Since it’s all the rage, I took time to read the Carter Page FISA warrant applications. There’s a torrent of social media and cable news about what these documents prove. A great deal of the commentary starts with and seems to emphasize a particular fact that is technically true. The documents released consist of 412 pages.
My own reaction in reading about 412 pages was that I needed to set aside a few hours to properly digest this expected treasure trove of information answering questions dominating public discourse for almost two years. I found the link to the documents at FISA Surveillance Court Orders and Applications, and downloaded them. Woke up early got some coffee and got ready to read.
Preparing to Read and Be Enlightened
I was looking forward to learning if the documents supported or refuted the dueling memos of the majority and minority members of the House Intelligence Committee, present strong evidence that Carter Page was a Russian agent, the degree of reliance on the Steele “dossier”, whether the FISA court was informed the dossier was the result of opposition research on candidate Trump paid for by the Clinton campaign and more.

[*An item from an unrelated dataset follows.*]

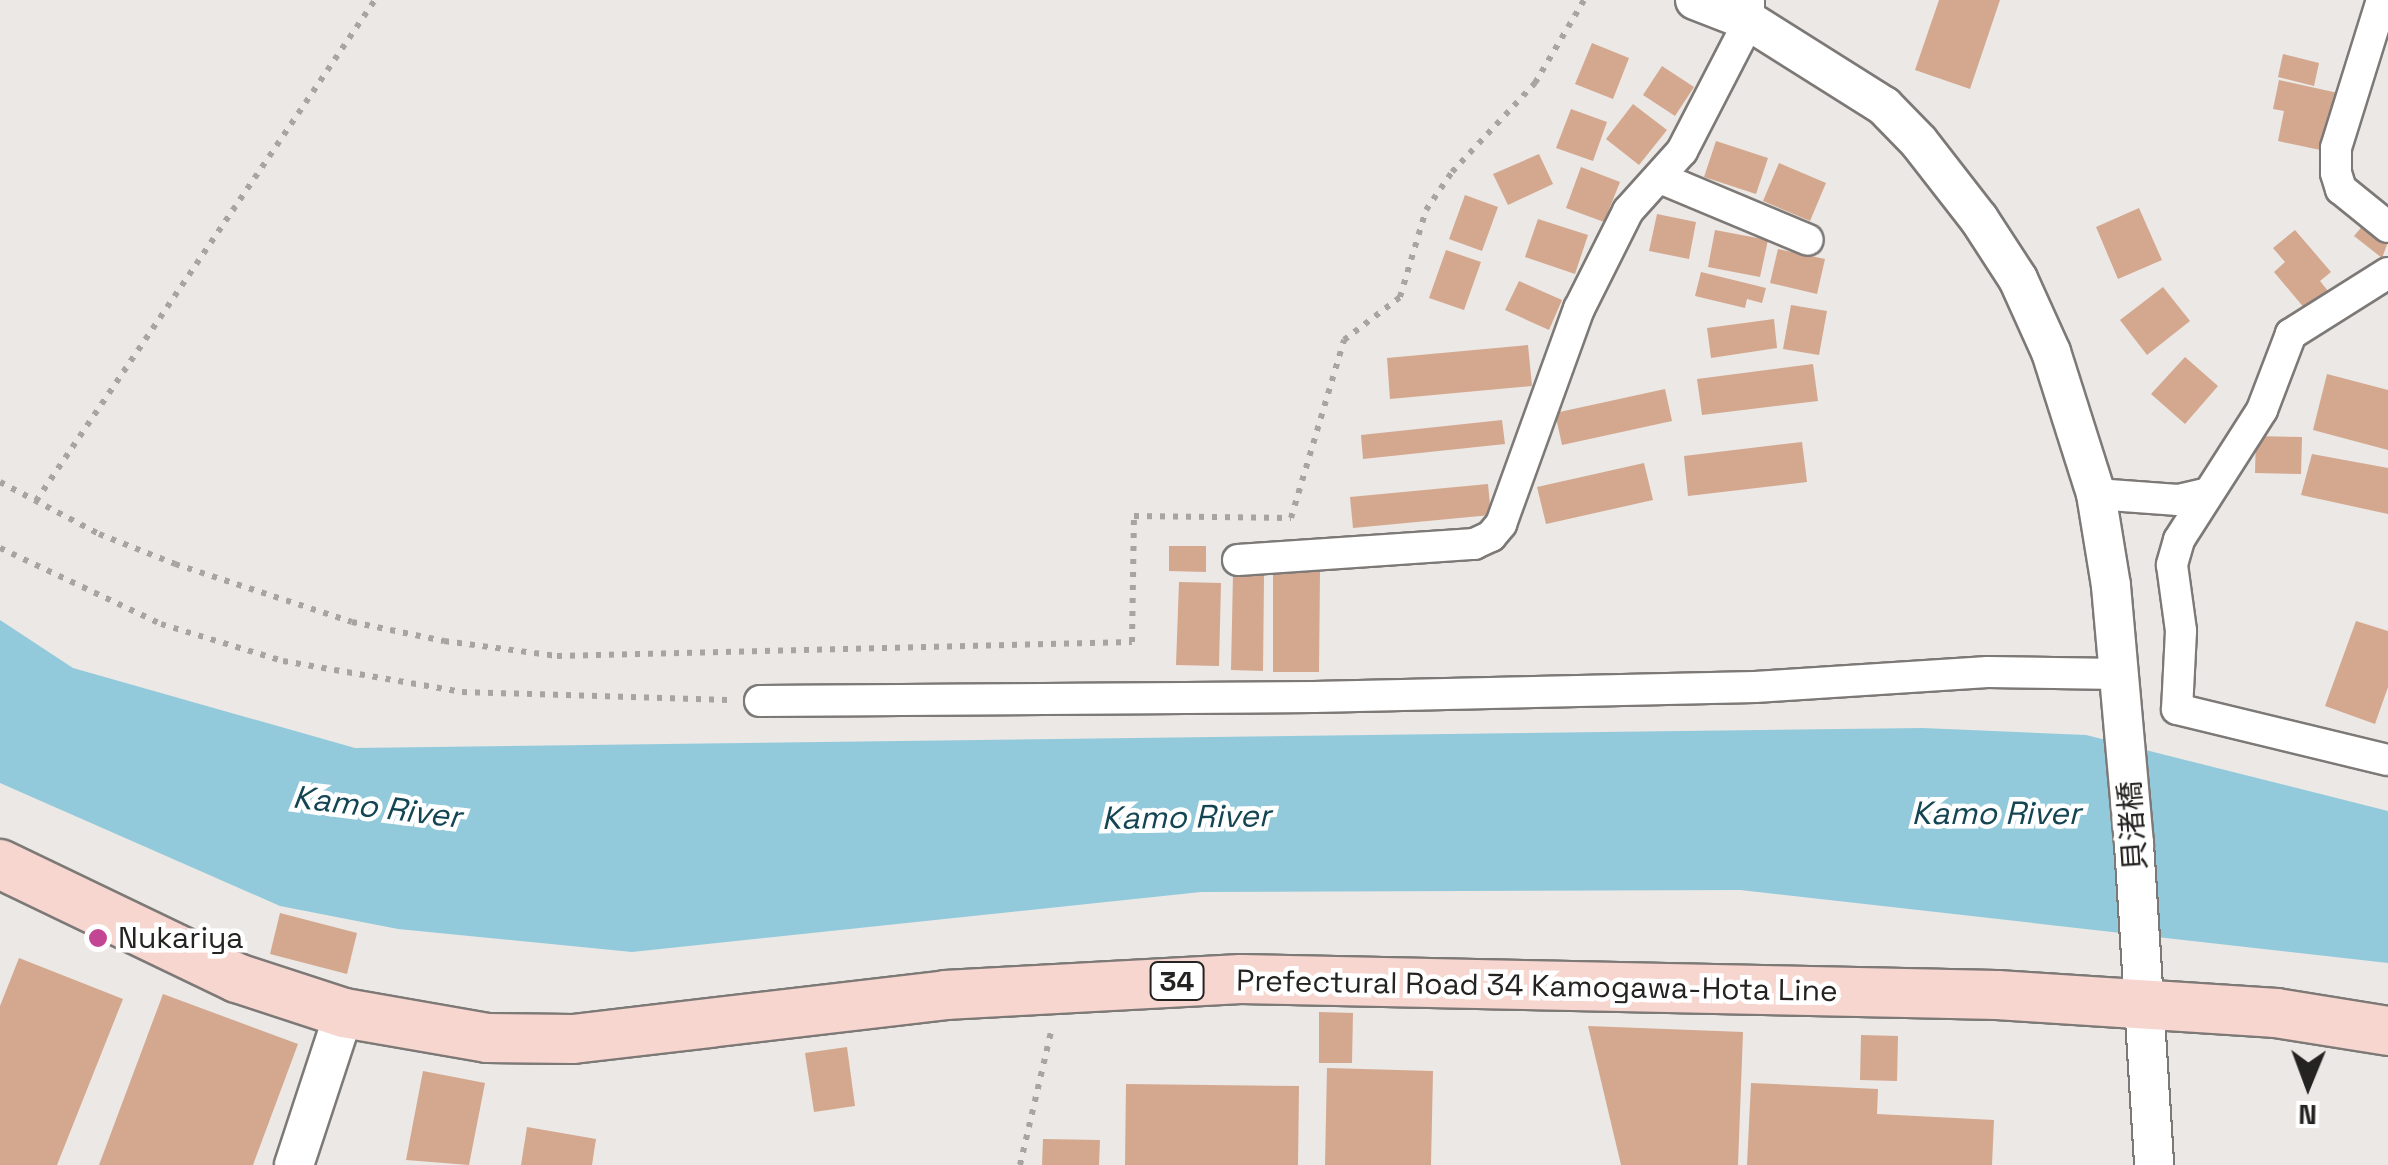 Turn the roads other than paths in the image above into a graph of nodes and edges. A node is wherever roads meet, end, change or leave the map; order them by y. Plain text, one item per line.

Adobe Reader dutifully reported that the document was 412 pages. With coffee in hand, I checked to see if the highlight function was at the ready to mark up this momentous document.

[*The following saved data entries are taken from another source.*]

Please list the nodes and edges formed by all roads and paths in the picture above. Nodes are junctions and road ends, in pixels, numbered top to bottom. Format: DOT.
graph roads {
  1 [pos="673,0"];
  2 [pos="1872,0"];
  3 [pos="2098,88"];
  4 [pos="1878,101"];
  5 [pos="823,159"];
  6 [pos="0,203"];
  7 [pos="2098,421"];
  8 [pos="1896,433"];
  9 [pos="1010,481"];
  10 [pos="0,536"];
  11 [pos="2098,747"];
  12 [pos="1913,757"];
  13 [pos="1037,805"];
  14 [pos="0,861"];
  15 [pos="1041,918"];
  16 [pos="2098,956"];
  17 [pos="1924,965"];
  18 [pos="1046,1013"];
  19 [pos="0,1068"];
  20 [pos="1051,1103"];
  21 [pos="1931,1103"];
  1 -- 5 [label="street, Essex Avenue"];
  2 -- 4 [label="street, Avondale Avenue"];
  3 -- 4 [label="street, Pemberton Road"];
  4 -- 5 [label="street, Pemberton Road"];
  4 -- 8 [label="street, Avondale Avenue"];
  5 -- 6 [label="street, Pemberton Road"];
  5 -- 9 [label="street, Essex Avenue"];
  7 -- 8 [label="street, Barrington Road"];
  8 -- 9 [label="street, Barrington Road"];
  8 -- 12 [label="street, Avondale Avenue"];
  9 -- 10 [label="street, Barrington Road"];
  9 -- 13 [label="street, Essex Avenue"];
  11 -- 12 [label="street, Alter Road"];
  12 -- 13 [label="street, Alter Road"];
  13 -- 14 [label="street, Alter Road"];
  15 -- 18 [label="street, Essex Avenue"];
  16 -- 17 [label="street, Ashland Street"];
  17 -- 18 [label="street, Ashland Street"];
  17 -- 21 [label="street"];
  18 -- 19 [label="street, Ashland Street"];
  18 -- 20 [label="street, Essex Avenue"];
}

The second page has a blockbuster assertion: “The target of this application is Carter W. Page, a US person, and an agent of a foreign power.” That statement is repeated in a section entitled “Statement of Facts”. Page’s status as an agent of a foreign power is presented as fact. The presentation misleads. It is actually a legal conclusion from applying redacted (hence unknown to the reader) “facts” to the definition of “agent of a foreign power” found in 50 U.S. Code § 1801(b)(2)(E). The warrant application points this issue out 30 pages later.
This is problematic for a reader trying to decide if it’s true Page is a Russian agent. Little in the readable portions of the document goes beyond news reports of Page’s trips to Russia and an unverified secret meeting. So there’s no real information regarding Page’s status. The opening statement of “fact” is itself unverified.
It is 412 Pages So It Must Be Important
Nearly every report on the FISA application emphasizes that it is a 412 page document. Most arguments using the document as evidence to prove something regarding the President, the House Intelligence Committee or Carter Page mention 412 pages as well. This emphasis appears to give the documents significance simply because of the volume, thus making conclusions from the document very important.
Stressing 412 PAGES, seems intended to discourage the public from reading it themselves because of the sheer heft. There’s a subtler message too: “Believe my conclusions, I have read the 412 PAGES.
There’s Actually Only 22 Pages of Information
Here’ the problem:
There’s about 325 pages of redactions, with a mere 87 pages unredacted. Most of the unredacted material is repeated four times, since there are four FISA applications. There’s only 22 pages of readable material in total. Most of those 22 pages consist of information available to the public for some time, since the comprehensible pages are primarily news reports on campaign activity, public statements of Page and others (including Vladimir Putin) or information on Christopher Steele.
There have been only two statements about the FISA applications as released that make sense. House Intelligence Committee Chairman Devin Nunes says it is “time to eliminate redactions,” President Trump weighed in on Twitter that the documents were “ridiculously redacted”.
All the learned commentary on the meaning to be gleaned from what has been released is based upon essentially nothing.